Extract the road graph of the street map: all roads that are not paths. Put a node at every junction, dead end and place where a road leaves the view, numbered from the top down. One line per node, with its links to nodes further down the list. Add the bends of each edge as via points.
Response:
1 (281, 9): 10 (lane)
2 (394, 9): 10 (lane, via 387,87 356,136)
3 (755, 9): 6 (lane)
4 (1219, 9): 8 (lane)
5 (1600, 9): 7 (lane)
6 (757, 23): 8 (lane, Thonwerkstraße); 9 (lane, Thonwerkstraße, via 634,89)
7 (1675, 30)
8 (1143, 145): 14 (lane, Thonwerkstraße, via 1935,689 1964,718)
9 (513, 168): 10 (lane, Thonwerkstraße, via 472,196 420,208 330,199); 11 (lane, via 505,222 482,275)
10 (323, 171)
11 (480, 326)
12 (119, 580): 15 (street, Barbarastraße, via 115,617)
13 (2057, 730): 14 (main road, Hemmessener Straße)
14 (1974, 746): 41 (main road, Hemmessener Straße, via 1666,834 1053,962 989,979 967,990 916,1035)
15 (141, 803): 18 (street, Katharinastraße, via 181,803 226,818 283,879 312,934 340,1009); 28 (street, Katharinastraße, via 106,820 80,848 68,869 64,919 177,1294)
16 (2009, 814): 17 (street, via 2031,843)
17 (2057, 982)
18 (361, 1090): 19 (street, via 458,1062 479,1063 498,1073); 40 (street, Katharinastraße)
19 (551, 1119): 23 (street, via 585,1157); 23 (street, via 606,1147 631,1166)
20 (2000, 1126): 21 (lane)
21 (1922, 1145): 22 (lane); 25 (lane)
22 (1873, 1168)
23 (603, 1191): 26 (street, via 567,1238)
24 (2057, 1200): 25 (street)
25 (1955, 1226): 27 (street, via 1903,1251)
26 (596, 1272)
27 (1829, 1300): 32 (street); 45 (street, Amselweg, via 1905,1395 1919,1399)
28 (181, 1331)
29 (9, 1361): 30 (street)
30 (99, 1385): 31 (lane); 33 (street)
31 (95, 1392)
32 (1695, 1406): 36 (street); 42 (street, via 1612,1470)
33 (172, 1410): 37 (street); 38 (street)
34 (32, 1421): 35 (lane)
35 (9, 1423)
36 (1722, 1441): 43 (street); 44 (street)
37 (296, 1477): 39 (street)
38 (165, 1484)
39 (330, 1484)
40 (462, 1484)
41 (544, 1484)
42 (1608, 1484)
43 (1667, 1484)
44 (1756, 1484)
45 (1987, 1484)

== == ==

§ **What you have to do**
Reproduce each line from the records that contains the word "Hemmessener".

§ **Problem solution**
13 (2057, 730): 14 (main road, Hemmessener Straße)
14 (1974, 746): 41 (main road, Hemmessener Straße, via 1666,834 1053,962 989,979 967,990 916,1035)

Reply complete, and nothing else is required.